Exercise requirements:
Output only the lines below from the one holding "middle dip: (810, 951)" down to the one holding "middle dip: (368, 86)", both end lines included and every picture dropped.

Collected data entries
----

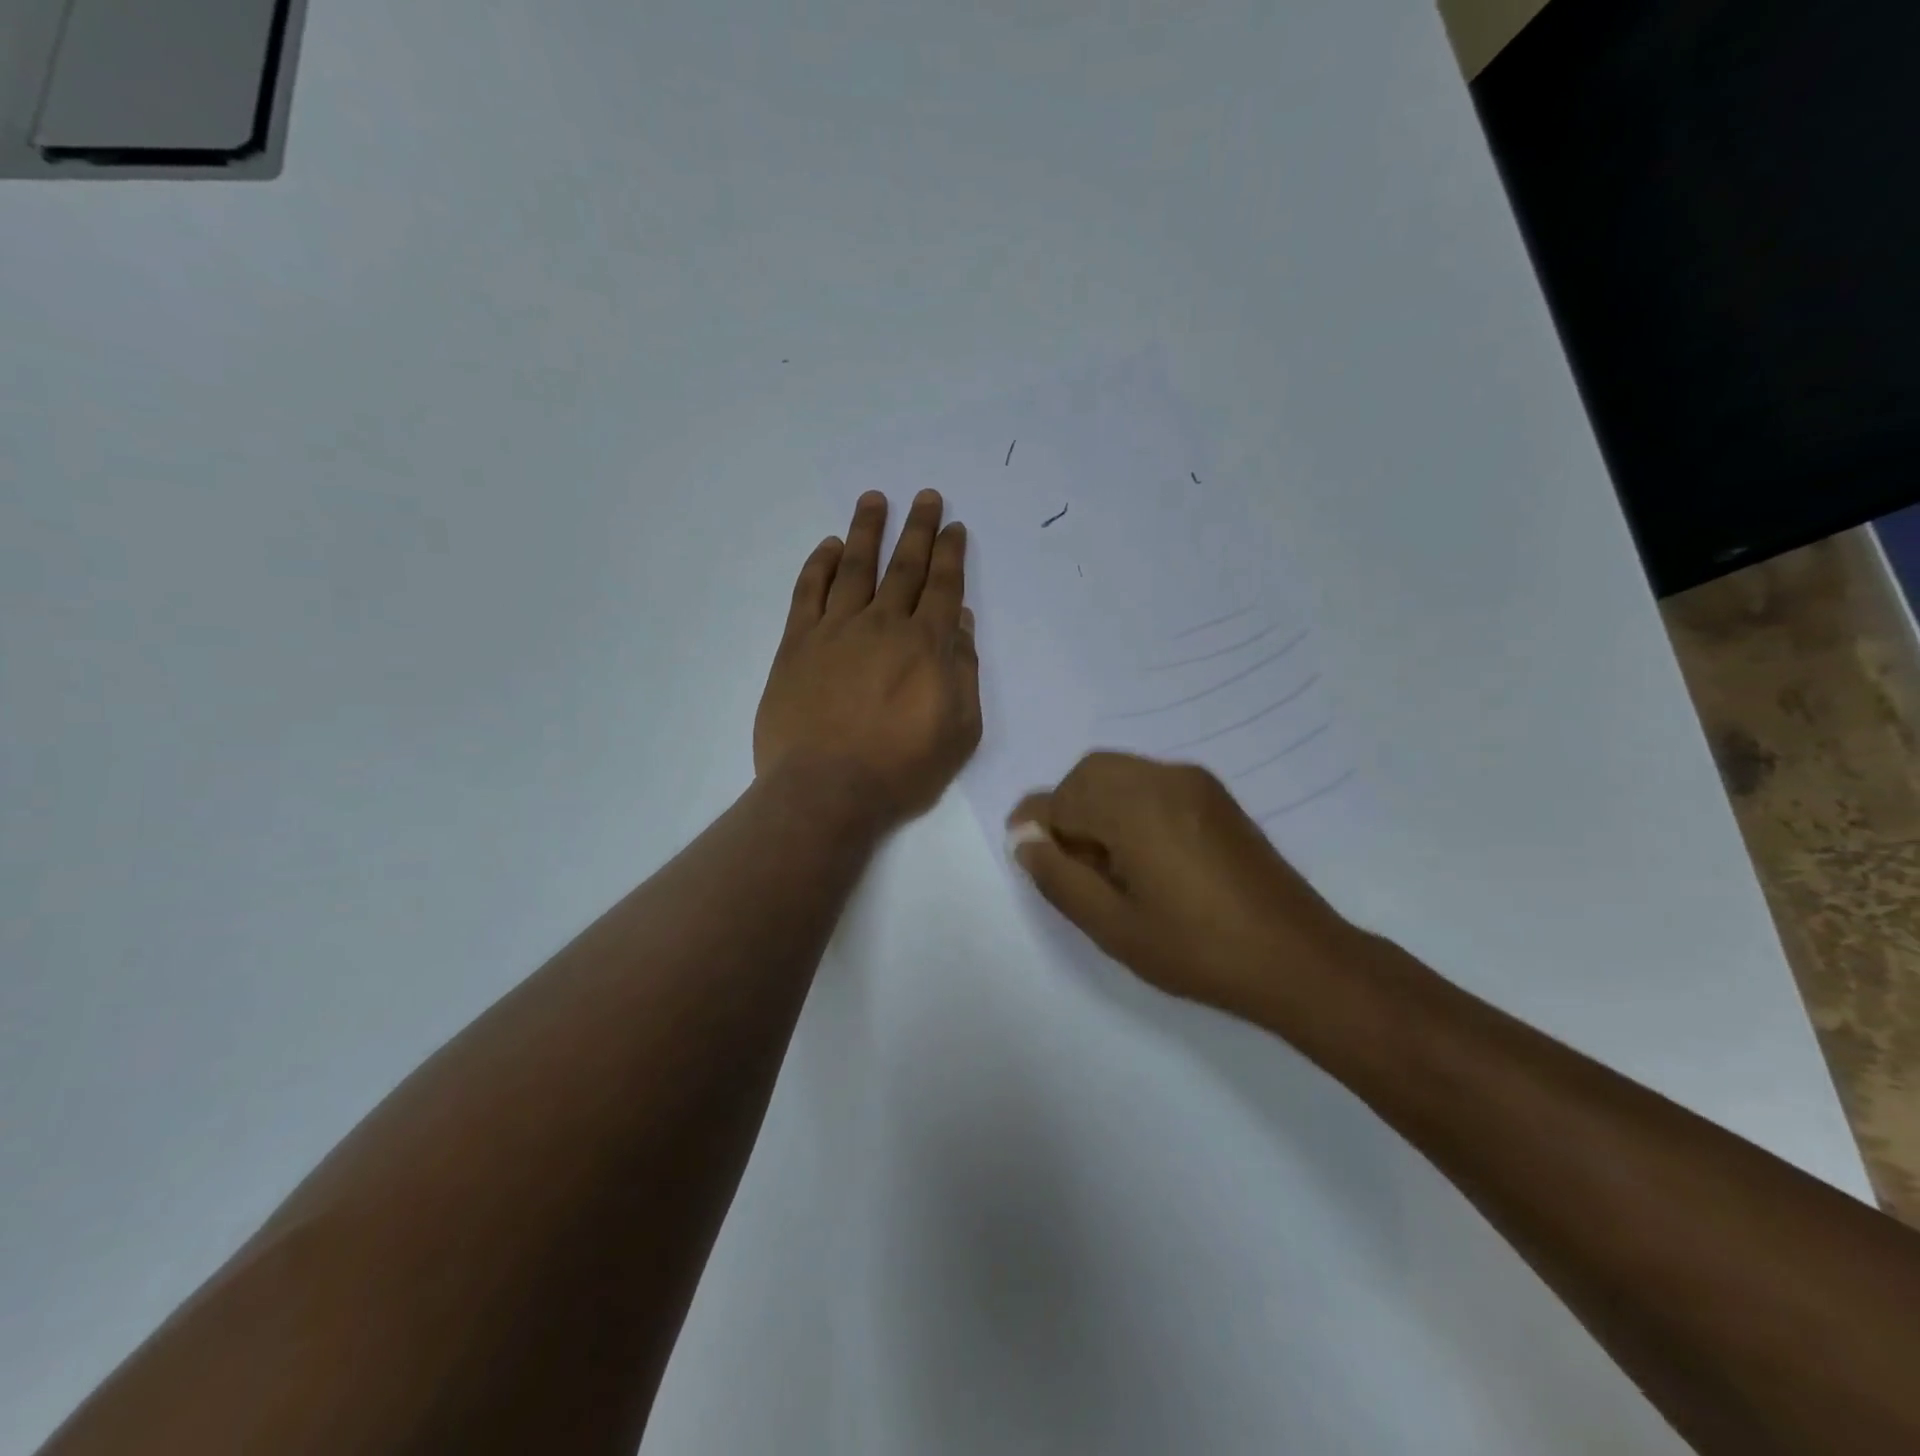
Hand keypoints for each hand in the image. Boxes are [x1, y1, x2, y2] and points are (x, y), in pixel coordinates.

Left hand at [755, 490, 981, 825]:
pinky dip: (820, 565)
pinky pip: (809, 592)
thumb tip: (961, 625)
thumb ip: (963, 673)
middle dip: (917, 528)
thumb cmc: (900, 769)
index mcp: (926, 645)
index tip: (953, 526)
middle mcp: (882, 624)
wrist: (826, 790)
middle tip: (925, 496)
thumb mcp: (958, 730)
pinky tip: (829, 547)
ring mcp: (835, 630)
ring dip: (867, 531)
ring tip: (874, 499)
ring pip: (854, 567)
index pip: (943, 586)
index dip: (950, 554)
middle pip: (903, 566)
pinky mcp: (798, 644)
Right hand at [1007, 753, 1361, 1019]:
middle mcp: (1163, 778)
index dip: (1037, 826)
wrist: (1296, 957)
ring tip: (1105, 863)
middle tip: (1069, 863)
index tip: (1031, 858)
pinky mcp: (1215, 796)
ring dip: (1097, 805)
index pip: (1062, 797)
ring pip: (1120, 774)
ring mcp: (1194, 783)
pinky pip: (1151, 783)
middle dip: (1067, 809)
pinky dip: (1128, 804)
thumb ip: (1058, 877)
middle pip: (1090, 773)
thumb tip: (1025, 840)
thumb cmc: (1196, 949)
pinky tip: (1141, 854)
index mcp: (1134, 806)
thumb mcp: (1112, 926)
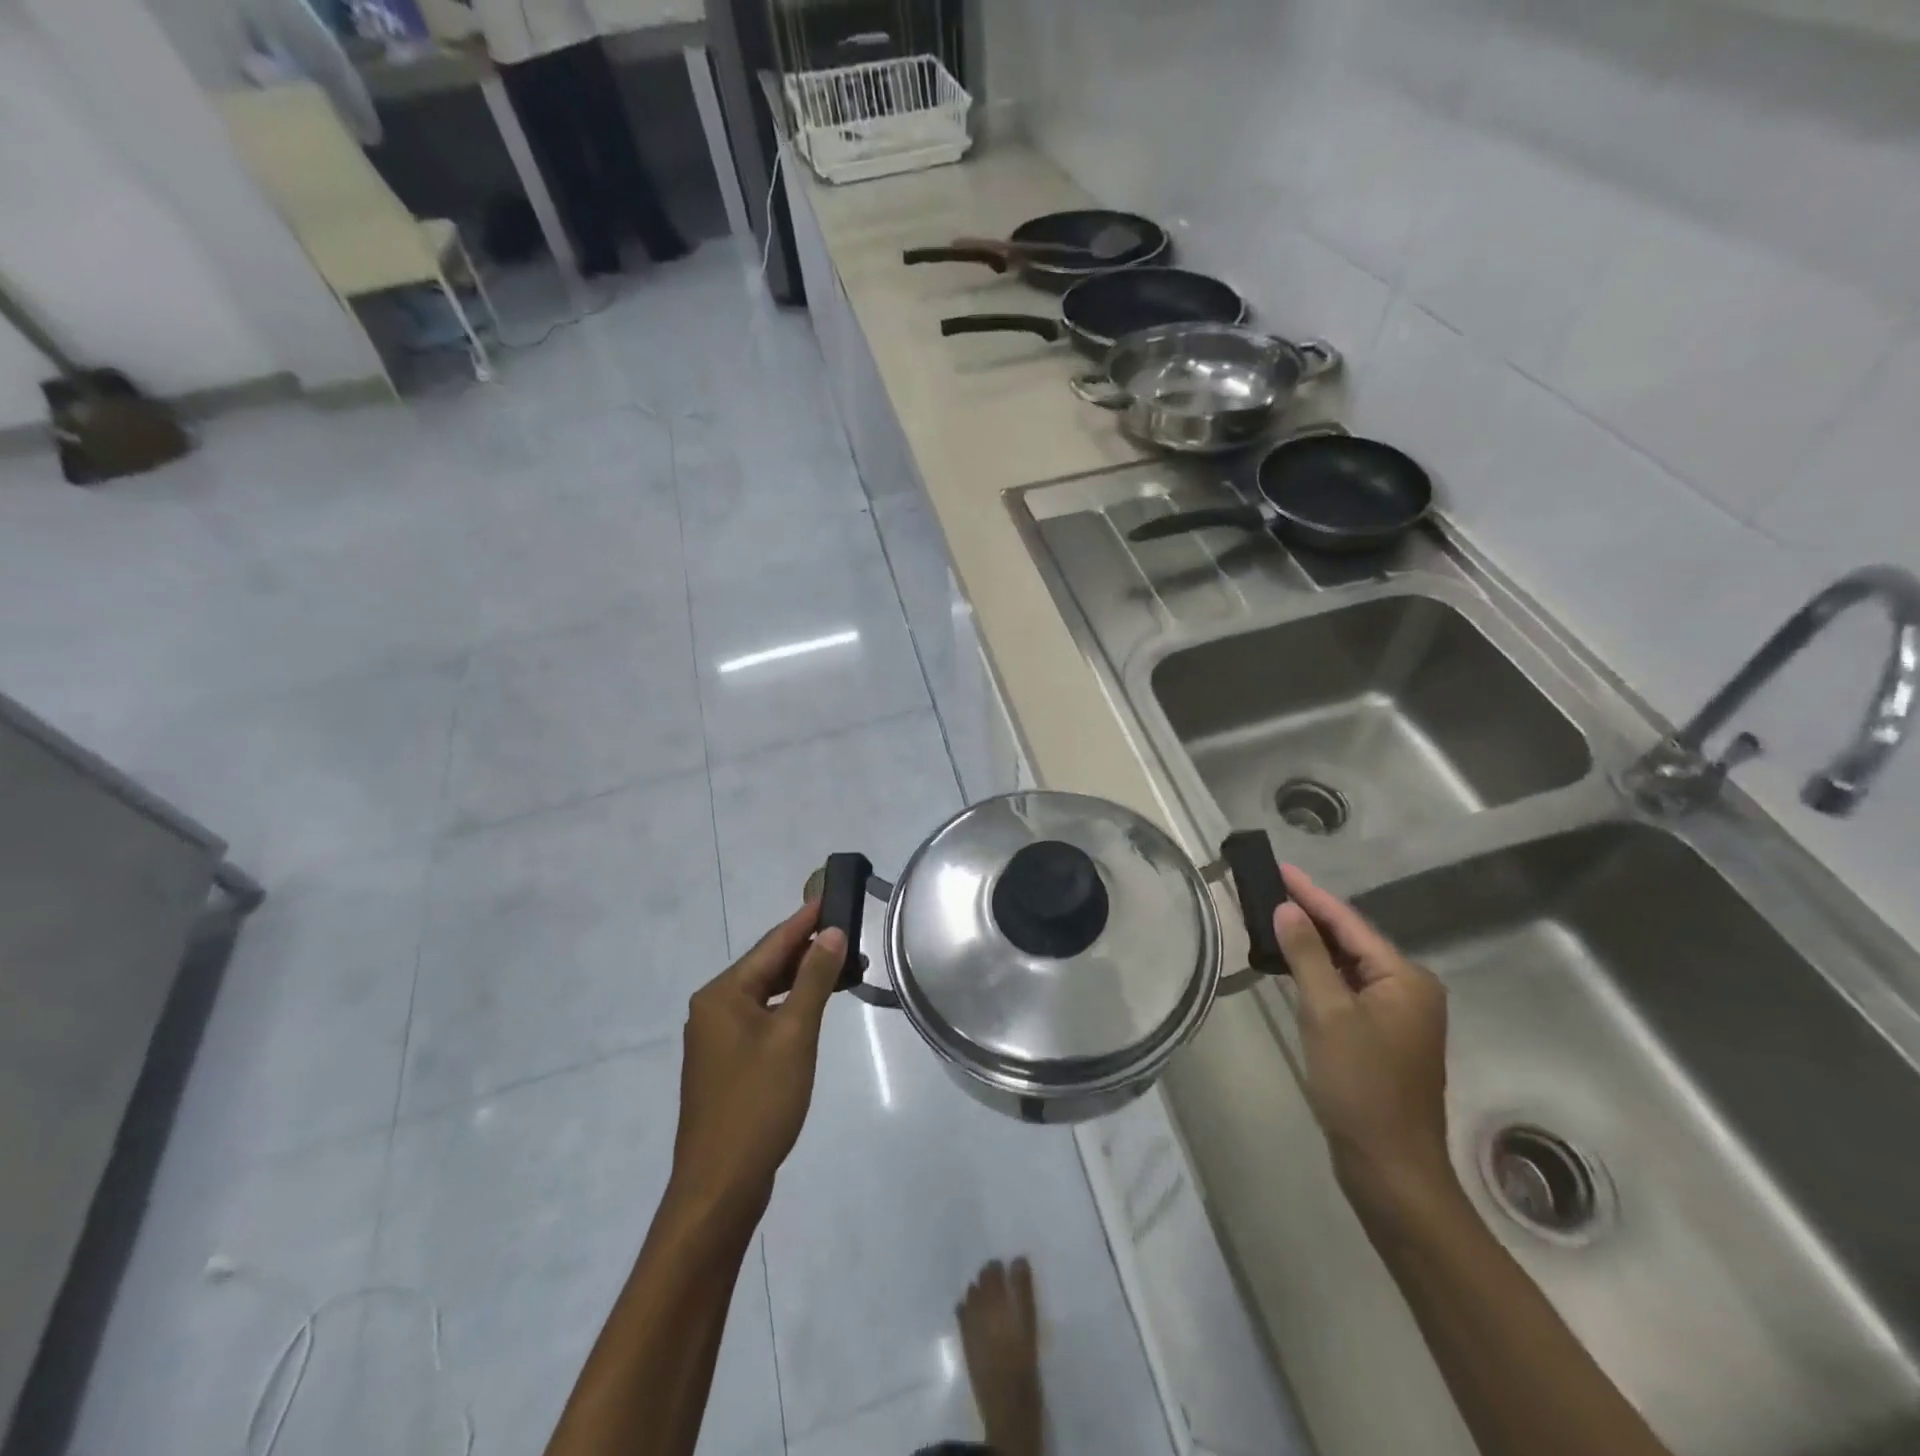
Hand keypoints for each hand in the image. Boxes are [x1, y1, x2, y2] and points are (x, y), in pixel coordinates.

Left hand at [669, 901, 846, 1225]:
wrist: (720, 1185)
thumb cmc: (758, 1102)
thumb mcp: (794, 1034)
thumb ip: (814, 979)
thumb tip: (831, 933)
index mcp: (722, 994)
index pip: (772, 944)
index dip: (805, 920)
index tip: (833, 895)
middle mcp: (713, 1008)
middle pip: (768, 966)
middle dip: (810, 951)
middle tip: (851, 934)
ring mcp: (717, 1038)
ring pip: (767, 994)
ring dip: (804, 981)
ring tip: (846, 969)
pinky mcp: (726, 1064)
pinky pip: (763, 1019)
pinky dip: (791, 1007)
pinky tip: (816, 1008)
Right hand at [1273, 865, 1454, 1214]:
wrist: (1391, 1169)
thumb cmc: (1360, 1087)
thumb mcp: (1327, 1014)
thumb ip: (1307, 955)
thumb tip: (1287, 907)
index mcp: (1405, 978)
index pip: (1348, 922)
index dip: (1310, 893)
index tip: (1278, 866)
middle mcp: (1409, 989)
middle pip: (1351, 940)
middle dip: (1310, 915)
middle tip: (1267, 887)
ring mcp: (1399, 1016)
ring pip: (1348, 966)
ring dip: (1312, 944)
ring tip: (1272, 916)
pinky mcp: (1383, 1038)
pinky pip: (1348, 990)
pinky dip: (1320, 974)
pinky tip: (1292, 965)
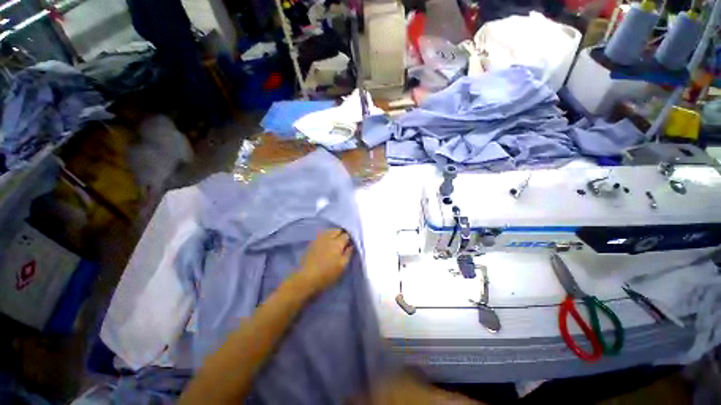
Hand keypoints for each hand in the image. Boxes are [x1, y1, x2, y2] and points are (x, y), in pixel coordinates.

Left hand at [297, 228, 353, 292]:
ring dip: (334, 233)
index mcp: (337, 243)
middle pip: (337, 230)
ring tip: (336, 241)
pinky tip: (327, 243)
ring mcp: (319, 239)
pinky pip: (322, 234)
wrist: (306, 278)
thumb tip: (351, 245)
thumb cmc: (327, 274)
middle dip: (342, 233)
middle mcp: (328, 237)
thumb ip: (348, 254)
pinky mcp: (312, 242)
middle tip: (344, 242)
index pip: (346, 235)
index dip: (350, 238)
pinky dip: (327, 235)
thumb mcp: (342, 266)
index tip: (351, 243)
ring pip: (329, 231)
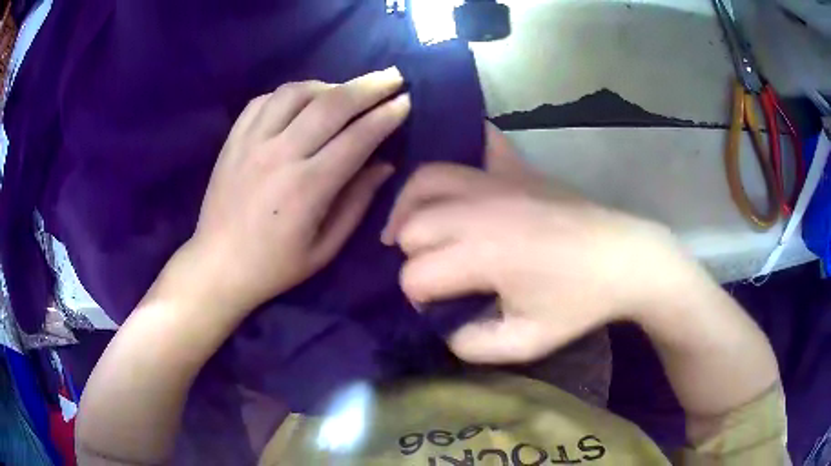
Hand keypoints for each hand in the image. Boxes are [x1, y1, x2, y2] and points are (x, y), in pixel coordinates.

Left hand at [185, 68, 409, 312]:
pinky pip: (264, 100)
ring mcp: (252, 142)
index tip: (406, 101)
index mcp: (307, 188)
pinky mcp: (233, 139)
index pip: (357, 138)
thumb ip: (357, 202)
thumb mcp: (325, 248)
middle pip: (331, 104)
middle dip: (368, 86)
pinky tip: (301, 101)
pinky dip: (290, 94)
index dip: (386, 115)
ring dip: (328, 85)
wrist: (217, 264)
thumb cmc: (275, 265)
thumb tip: (385, 164)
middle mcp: (280, 155)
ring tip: (344, 92)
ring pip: (296, 93)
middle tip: (392, 77)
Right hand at [383, 131, 694, 363]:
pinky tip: (462, 172)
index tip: (436, 310)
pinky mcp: (517, 168)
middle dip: (410, 256)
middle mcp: (478, 209)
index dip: (417, 299)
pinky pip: (481, 144)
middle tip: (432, 274)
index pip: (415, 276)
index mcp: (481, 255)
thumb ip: (471, 345)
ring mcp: (497, 181)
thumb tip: (443, 327)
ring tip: (411, 226)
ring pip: (427, 179)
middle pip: (411, 226)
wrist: (624, 258)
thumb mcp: (526, 343)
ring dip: (411, 206)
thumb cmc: (579, 303)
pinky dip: (465, 152)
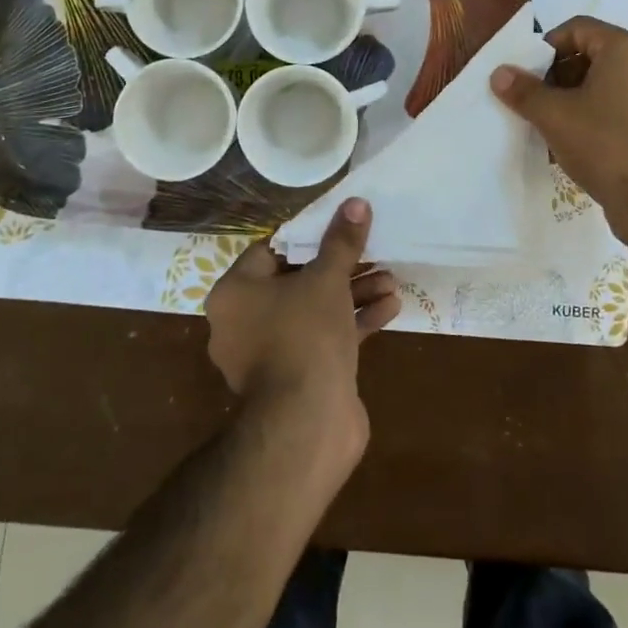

----

Written solution:
middle dip: (810, 951)
middle tip: (851, 934)
ring mcp: (717, 1038)
ring pip: (767, 994)
ring dip: (804, 981)
ring tip: (846, 969)
pinky mcp: (726, 1064)
pinky pip: (763, 1019)
pinky dip: (791, 1007)
pinky tip: (816, 1008)
Right hand at [1273, 865, 1454, 1214]:
wrist: (1391, 1169)
thumb cmc: (1360, 1087)
thumb mcp: (1327, 1014)
thumb ip: (1307, 955)
thumb tip: (1287, 907)
index mcp: (1405, 978)
index pip: (1348, 922)
index dip: (1310, 893)
index tip: (1278, 866)
middle mcp: (1409, 989)
middle pip: (1351, 940)
middle dip: (1310, 915)
middle tip: (1267, 887)
ring mcp: (1399, 1016)
ring pip: (1348, 966)
ring dip: (1312, 944)
ring tip: (1272, 916)
pinky mcp: (1383, 1038)
pinky pip: (1348, 990)
pinky dip: (1320, 974)
pinky tip: (1292, 965)
Hand keypoints for each hand in the image. Boxes are [x1, y1, x2, y2] and points are (x, y), in pixel coordinates.

Left hand at [297, 228, 353, 292]:
ring dip: (334, 233)
index mcp: (337, 243)
middle pip: (337, 230)
ring tip: (336, 241)
pinky tip: (327, 243)
ring mcp: (319, 239)
pinky pip: (322, 234)
wrist: (306, 278)
thumb tip: (351, 245)
thumb cmc: (327, 274)
middle dip: (342, 233)
middle mcp: (328, 237)
thumb ip: (348, 254)
pinky mcp: (312, 242)
middle tip: (344, 242)
index pip: (346, 235)
index dip: (350, 238)
pinky dip: (327, 235)
thumb mcp: (342, 266)
index tip: (351, 243)
ring pip: (329, 231)
Hand keypoints for each hand in the image. Boxes are [x1, y1, x2, y2] and points are (x, y), in pixel coordinates.

Left hand at [185, 68, 409, 312]:
pinky pip: (264, 100)
ring mcp: (252, 142)
index tip: (406, 101)
index mcp: (307, 188)
pinky mcp: (233, 139)
index pip: (357, 138)
thumb ip: (357, 202)
thumb mcp: (325, 248)
middle pip: (331, 104)
middle dip: (368, 86)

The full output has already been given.